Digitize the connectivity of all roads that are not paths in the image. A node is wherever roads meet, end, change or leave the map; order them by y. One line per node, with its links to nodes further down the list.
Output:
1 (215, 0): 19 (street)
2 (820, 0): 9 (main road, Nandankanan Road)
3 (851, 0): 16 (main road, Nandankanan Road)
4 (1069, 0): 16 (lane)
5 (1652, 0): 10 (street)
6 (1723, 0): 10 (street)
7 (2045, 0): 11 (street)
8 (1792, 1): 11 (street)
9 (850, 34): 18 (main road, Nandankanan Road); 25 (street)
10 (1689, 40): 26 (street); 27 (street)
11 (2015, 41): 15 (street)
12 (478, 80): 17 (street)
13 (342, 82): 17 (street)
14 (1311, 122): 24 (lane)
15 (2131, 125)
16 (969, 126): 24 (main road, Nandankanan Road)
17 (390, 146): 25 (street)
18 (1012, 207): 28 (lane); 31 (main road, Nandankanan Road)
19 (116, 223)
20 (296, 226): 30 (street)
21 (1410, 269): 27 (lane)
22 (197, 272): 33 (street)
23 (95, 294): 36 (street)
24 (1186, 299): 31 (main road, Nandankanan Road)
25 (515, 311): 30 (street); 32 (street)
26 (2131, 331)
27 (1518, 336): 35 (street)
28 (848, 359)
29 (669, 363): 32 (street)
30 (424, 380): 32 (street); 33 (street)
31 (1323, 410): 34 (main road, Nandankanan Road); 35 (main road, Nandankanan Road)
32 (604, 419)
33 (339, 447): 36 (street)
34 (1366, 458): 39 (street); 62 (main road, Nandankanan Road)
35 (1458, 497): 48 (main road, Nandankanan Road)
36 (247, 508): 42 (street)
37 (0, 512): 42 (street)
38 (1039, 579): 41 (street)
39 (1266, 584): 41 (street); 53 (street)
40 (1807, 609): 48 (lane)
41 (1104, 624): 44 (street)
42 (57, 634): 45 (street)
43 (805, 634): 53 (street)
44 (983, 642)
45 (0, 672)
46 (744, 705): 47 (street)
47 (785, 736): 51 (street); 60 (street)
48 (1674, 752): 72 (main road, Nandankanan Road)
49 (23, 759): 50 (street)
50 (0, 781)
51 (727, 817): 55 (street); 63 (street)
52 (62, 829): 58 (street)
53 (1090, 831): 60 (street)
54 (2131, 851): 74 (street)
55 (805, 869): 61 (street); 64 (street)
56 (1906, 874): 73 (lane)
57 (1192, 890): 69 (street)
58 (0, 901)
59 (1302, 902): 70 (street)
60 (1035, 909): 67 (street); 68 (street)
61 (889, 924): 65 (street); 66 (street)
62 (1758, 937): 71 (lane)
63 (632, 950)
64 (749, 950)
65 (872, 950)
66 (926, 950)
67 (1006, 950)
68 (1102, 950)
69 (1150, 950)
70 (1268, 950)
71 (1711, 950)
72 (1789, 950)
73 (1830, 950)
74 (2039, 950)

- [Activity] Return every record exactly as it was given.

- [Answer to this exercise]
Digitize the connectivity of all roads that are not paths in the image. A node is wherever roads meet, end, change or leave the map; order them by y. One line per node, with its links to nodes further down the list.
Output:
1 (215, 0): 19 (street)
2 (820, 0): 9 (main road, Nandankanan Road)
3 (851, 0): 16 (main road, Nandankanan Road)
4 (1069, 0): 16 (lane)
5 (1652, 0): 10 (street)
6 (1723, 0): 10 (street)
7 (2045, 0): 11 (street)
8 (1792, 1): 11 (street)
9 (850, 34): 18 (main road, Nandankanan Road); 25 (street)
10 (1689, 40): 26 (street); 27 (street)
11 (2015, 41): 15 (street)
12 (478, 80): 17 (street)
13 (342, 82): 17 (street)
14 (1311, 122): 24 (lane)
15 (2131, 125)
16 (969, 126): 24 (main road, Nandankanan Road)
17 (390, 146): 25 (street)
18 (1012, 207): 28 (lane); 31 (main road, Nandankanan Road)
19 (116, 223)
20 (296, 226): 30 (street)
21 (1410, 269): 27 (lane)
22 (197, 272): 33 (street)
23 (95, 294): 36 (street)
24 (1186, 299): 31 (main road, Nandankanan Road)
25 (515, 311): 30 (street); 32 (street)
26 (2131, 331)
27 (1518, 336): 35 (street)
28 (848, 359)
29 (669, 363): 32 (street)
30 (424, 380): 32 (street); 33 (street)
31 (1323, 410): 34 (main road, Nandankanan Road); 35 (main road, Nandankanan Road)
32 (604, 419)
33 (339, 447): 36 (street)
34 (1366, 458): 39 (street); 62 (main road, Nandankanan Road)
35 (1458, 497): 48 (main road, Nandankanan Road)
36 (247, 508): 42 (street)
37 (0, 512): 42 (street)
38 (1039, 579): 41 (street)
39 (1266, 584): 41 (street); 53 (street)
40 (1807, 609): 48 (lane)
41 (1104, 624): 44 (street)
42 (57, 634): 45 (street)
43 (805, 634): 53 (street)
44 (983, 642)
45 (0, 672)
46 (744, 705): 47 (street)
47 (785, 736): 51 (street); 60 (street)
48 (1674, 752): 72 (main road, Nandankanan Road)
49 (23, 759): 50 (street)
50 (0, 781)
51 (727, 817): 55 (street); 63 (street)
52 (62, 829): 58 (street)
53 (1090, 831): 60 (street)
54 (2131, 851): 74 (street)
55 (805, 869): 61 (street); 64 (street)
56 (1906, 874): 73 (lane)
57 (1192, 890): 69 (street)
58 (0, 901)
59 (1302, 902): 70 (street)
60 (1035, 909): 67 (street); 68 (street)
61 (889, 924): 65 (street); 66 (street)
62 (1758, 937): 71 (lane)
63 (632, 950)
64 (749, 950)
65 (872, 950)
66 (926, 950)
67 (1006, 950)
68 (1102, 950)
69 (1150, 950)
70 (1268, 950)
71 (1711, 950)
72 (1789, 950)
73 (1830, 950)
74 (2039, 950)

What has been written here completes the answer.